• **EXERCISE PROMPT**
Repeat exactly the line that contains "thumb mcp: (466, 241)" and every line below it to the end of the material, omitting all others.

• **DATASET CONTENT**

━━━━━━━━━━━━━━━━━━━━━━━━━━━━━━

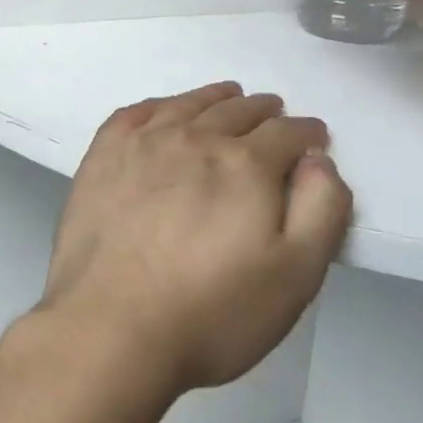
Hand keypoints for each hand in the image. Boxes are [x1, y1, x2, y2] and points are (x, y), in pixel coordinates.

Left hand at [40, 84, 351, 395]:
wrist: (110, 327)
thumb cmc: (212, 312)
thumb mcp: (295, 275)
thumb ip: (320, 210)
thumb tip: (319, 161)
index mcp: (244, 164)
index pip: (287, 134)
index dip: (307, 133)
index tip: (314, 138)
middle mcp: (194, 139)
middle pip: (237, 111)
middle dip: (265, 112)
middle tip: (274, 114)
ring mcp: (142, 144)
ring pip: (188, 105)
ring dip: (215, 98)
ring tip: (229, 96)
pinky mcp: (102, 157)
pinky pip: (135, 113)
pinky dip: (159, 105)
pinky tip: (164, 111)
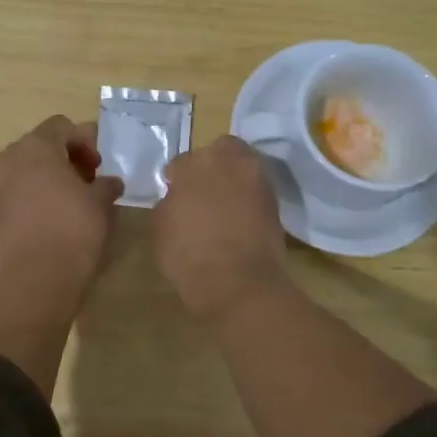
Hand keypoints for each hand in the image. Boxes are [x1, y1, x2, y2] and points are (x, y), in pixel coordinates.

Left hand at [0, 116, 123, 290]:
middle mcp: (6, 158)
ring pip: (23, 171)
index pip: (61, 126)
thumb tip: (109, 183)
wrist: (35, 280)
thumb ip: (106, 184)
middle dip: (64, 160)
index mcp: (34, 146)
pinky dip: (30, 198)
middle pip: (39, 147)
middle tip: (86, 183)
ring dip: (45, 179)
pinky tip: (49, 220)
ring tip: (68, 203)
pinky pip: (12, 194)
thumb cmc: (73, 230)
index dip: (84, 141)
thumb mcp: (101, 203)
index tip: (98, 166)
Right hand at [153, 136, 290, 319]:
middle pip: (219, 151)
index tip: (174, 196)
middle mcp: (230, 161)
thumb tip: (178, 198)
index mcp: (196, 163)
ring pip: (242, 167)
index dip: (176, 180)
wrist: (240, 285)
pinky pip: (255, 191)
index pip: (181, 163)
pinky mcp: (276, 202)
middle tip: (201, 191)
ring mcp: (258, 180)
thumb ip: (169, 203)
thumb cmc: (190, 255)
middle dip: (210, 165)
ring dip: (232, 179)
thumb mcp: (160, 228)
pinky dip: (246, 199)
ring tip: (221, 206)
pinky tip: (236, 218)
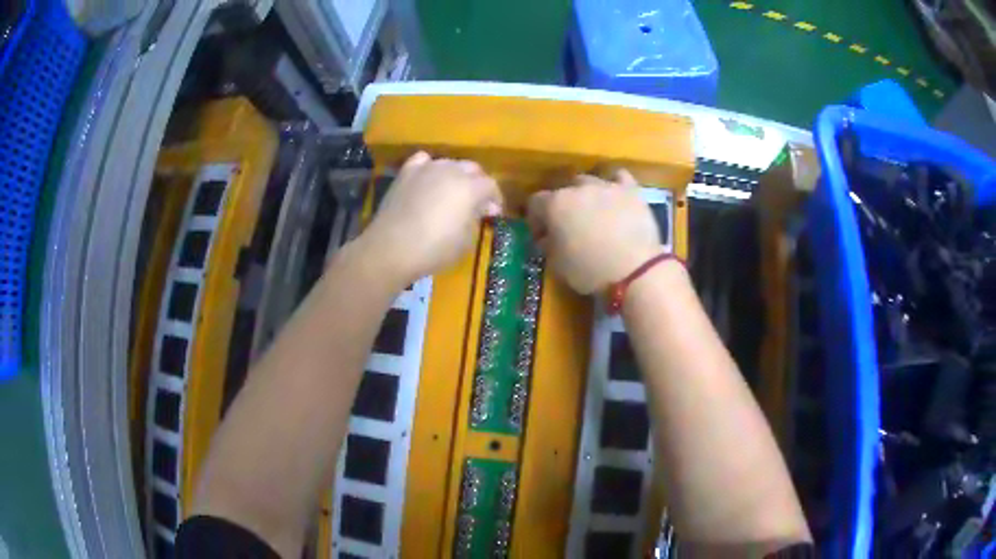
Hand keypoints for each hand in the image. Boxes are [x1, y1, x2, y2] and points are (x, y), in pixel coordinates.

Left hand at [359, 152, 502, 282]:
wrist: (392, 248)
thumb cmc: (435, 249)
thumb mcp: (466, 241)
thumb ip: (476, 219)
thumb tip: (482, 209)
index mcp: (471, 187)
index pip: (490, 185)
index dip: (495, 198)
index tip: (493, 213)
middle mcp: (451, 170)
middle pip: (472, 168)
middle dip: (478, 183)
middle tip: (476, 202)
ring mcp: (427, 168)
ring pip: (449, 163)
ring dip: (455, 175)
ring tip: (452, 192)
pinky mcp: (406, 173)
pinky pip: (423, 161)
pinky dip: (430, 167)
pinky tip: (429, 179)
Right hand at [526, 170, 661, 293]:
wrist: (635, 270)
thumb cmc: (590, 271)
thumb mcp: (558, 264)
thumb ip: (548, 245)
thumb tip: (547, 237)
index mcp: (555, 205)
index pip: (535, 203)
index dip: (536, 219)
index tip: (541, 236)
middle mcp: (578, 189)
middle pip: (563, 190)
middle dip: (562, 206)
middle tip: (569, 226)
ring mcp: (606, 186)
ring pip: (589, 181)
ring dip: (586, 194)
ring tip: (593, 212)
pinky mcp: (631, 190)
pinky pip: (619, 177)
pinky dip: (614, 184)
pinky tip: (615, 197)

━━━━━━━━━━━━━━━━━━━━━━━━━━━━━━

• **RESULT OF THIS TASK**
thumb mcp: (466, 241)
thumb ip: (476, 219)
thumb tip: (482, 209)
index mcp: (471, 187)
index pip: (490, 185)
index dip: (495, 198)
index tip: (493, 213)
middle mcp: (451, 170)
middle pip: (472, 168)
middle dip: (478, 183)
middle tip: (476, 202)
ring mcp: (427, 168)
ring pip: (449, 163)
ring dip: (455, 175)
ring tip: (452, 192)
pinky mcp: (406, 173)
pinky pip: (423, 161)
pinky dip: (430, 167)
pinky tip: (429, 179)
Right hand at [526, 170, 661, 293]:
wrist: (635, 270)
thumb cmc: (590, 271)
thumb mcp: (558, 264)
thumb ip: (548, 245)
thumb tip: (547, 237)
index mcp: (555, 205)
index pip: (535, 203)
index dip: (536, 219)
index tip: (541, 236)
middle mcp: (578, 189)
middle pip: (563, 190)
middle dip: (562, 206)
middle tip: (569, 226)
ring mcp: (606, 186)
ring pip: (589, 181)
ring dip: (586, 194)
ring tip: (593, 212)
pinky mcp: (631, 190)
pinky pip: (619, 177)
pinky dip: (614, 184)
pinky tip: (615, 197)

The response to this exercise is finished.